The Action Away From the Border
Terry H. Schwadron
April 9, 2018
For a moment, set aside the deployment of as many as 4,000 National Guardsmen to the southern border. The larger scale actions about immigration are happening elsewhere.
While that deployment order from President Trump is drawing much public attention, relatively speaking, it feels more like political theater than significant policy-making to attack illegal border crossings that already are at historic lows. Yes, the deployment will prove expensive, since the president wants it to last until an unapproved Wall is built, and it will prove confusing, since Guardsmen cannot actually police the border, but it is a strong statement by the president to appeal to base fears among his supporters,
It looks like real action.
Meanwhile, away from the border:
· The Immigration and Customs Enforcement (ICE) is increasing its visible workplace raids in search of undocumented workers. ICE arrested 97at a meat-processing plant in rural Tennessee last week, largest such raid in a decade. Agents are under order to increase worksite inspections and raids by four or five times this year.
· Atty. Gen. Jeff Sessions has ordered a “zero tolerance”policy aimed at people entering the United States illegally for the first time on the Mexican border. A directive last week advised federal prosecutors in border states to put more emphasis on charging people with illegal entry, which has historically been treated as a misdemeanor offense for those with few or no previous encounters with border authorities. Smugglers and repeat offenders are usually charged with more serious crimes.

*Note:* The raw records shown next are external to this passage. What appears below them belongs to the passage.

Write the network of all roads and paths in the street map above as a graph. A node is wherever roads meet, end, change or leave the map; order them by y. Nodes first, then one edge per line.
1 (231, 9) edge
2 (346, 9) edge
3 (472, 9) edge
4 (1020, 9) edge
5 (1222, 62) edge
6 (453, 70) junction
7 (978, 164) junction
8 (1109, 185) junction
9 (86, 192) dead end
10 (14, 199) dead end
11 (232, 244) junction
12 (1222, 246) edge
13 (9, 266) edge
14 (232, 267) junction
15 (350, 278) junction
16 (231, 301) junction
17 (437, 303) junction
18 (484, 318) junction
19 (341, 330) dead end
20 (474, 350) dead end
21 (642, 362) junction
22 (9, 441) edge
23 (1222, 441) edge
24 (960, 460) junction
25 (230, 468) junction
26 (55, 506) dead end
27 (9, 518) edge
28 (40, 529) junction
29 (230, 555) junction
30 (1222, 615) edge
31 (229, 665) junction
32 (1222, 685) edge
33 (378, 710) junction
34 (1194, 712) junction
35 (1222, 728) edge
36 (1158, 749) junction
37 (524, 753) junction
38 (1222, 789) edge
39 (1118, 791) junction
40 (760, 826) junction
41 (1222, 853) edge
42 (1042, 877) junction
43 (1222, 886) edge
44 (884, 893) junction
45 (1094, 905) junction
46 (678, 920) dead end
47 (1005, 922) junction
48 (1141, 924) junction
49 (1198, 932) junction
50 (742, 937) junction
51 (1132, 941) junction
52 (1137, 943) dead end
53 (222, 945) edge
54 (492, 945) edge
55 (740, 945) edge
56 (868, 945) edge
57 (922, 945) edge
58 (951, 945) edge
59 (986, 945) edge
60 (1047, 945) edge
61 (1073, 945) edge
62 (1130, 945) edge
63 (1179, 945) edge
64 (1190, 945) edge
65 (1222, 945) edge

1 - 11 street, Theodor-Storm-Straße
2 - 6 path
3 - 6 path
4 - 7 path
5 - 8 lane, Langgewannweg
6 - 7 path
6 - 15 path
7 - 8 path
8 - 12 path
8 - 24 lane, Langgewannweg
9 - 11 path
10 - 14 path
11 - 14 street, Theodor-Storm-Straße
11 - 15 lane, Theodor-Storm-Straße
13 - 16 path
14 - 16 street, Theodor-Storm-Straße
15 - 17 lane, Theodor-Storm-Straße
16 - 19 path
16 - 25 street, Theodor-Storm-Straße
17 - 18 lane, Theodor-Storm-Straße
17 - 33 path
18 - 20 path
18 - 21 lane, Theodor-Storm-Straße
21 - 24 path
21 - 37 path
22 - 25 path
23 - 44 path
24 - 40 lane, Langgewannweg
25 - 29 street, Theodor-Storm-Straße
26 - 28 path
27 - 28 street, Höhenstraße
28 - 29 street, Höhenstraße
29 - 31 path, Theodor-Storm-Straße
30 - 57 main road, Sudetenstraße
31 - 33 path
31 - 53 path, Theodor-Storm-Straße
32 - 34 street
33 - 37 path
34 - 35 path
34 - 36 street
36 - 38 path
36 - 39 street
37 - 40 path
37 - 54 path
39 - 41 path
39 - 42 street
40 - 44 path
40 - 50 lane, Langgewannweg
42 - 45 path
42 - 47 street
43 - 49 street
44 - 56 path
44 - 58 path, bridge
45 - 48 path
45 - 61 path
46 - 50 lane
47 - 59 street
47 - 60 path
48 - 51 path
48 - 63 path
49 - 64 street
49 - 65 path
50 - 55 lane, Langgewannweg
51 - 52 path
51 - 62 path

· Sessions also vowed to attack the backlog of such immigration cases in the nation’s 58 immigration courts essentially by imposing a quota system on judges to clear three cases a day, on average. Nationwide, the average wait for a hearing date in immigration court is about two years, according to data analyzed by the Transactional Records Access Clearinghouse, a research organization at Syracuse University. The Washington Postfound a judge in Virginia where new cases are being scheduled for 2022, and even then the docket says he has 1,000 cases scheduled to begin on the same day.
· The Justice Department also has rolled backa requirement to hold full hearings for asylum seekers. Instead, a judge is given authority to dismiss cases that are likely to prove unsuccessful without a hearing. This is in an attempt to cut into the immigration court backlog of 650,000 cases.
· The courts also are the arena for a fight over federal policies to separate children from their parents at the border. The ACLU is suing the government over practices that the group says unfairly uses children as a lever to get undocumented parents to surrender for deportation. Also in court are federal attacks on states like California with “sanctuary cities” and counterclaims from states about withholding federal money.
· The well-reviewed DACA issue about the fate of those who were brought into the United States illegally as children remains unresolved.
· And, both legal immigration and requests for travel visas to the United States are down as various anti-terrorist, and seemingly anti-Muslim policies have been codified.
It has been clear for some time that the president, the attorney general, ICE and the Department of Homeland Security are working in harness on the single issue of stopping illegal immigration. It is obvious that Trump uses illegal immigration as a campaign tool, a rhetorical whip for Democrats, and a vehicle for anti-Muslim and anti-Latino sentiment. All this is happening without significant leadership from Congress, which neither will approve funds for the Wall and solve DACA, nor step in to protect the rights of those feeling victimized.
It is also clear that America’s immigration fetish is having an effect on how this country is viewed in the world. As the Syrian situation continues to spiral downward — this week there were new reports of government chemical attacks on its own people — no one any longer expects that the United States will be part of any solution for the millions of refugees in the region.
So, those without documents increasingly are hiding in fear. Trump and the government say they are aiming to find serious criminals, but then raid a meat-packing plant. Ten people were arrested on federal criminal charges, one person was arrested on state charges and 86 immigrants were detained for being in the country illegally. Most were from Mexico.
But there were no charges for the plant owners.
In January, ICE fanned out to 7-Eleven stores in the District and 17 states, including California, Maryland, Michigan and New York. Agents arrived at 98 7-Eleven stores to interview employees and deliver audit notifications, making 21 arrests. Again, none involved 7-Eleven corporate owners.
For a government that has seemed pretty loose about getting the details right, illegal immigration has proved different. The tight weave among enforcement agencies seems focused on that intersection between effectively spreading fear, reducing attempts to cross into the United States, and engaging the legal issues. If there are unwanted effects on legal immigration, no one in the government seems worried.
The desire to fix a slow pace of immigration court actionsmeans we will see more defendants dismissed and deported without legal representation, elimination of full hearings, a broader definition of “criminal behavior,” and, of course, more judges (there are 344 slots now, but 100 are vacant) and more jails.
To me, these raise serious questions about how this effort reflects our American values. Like other authoritarian leaders, Trump has found popularity in targeting “the Other” in undocumented immigrants. But there is a stink here about a lack of caring, and a lack of real problem-solving.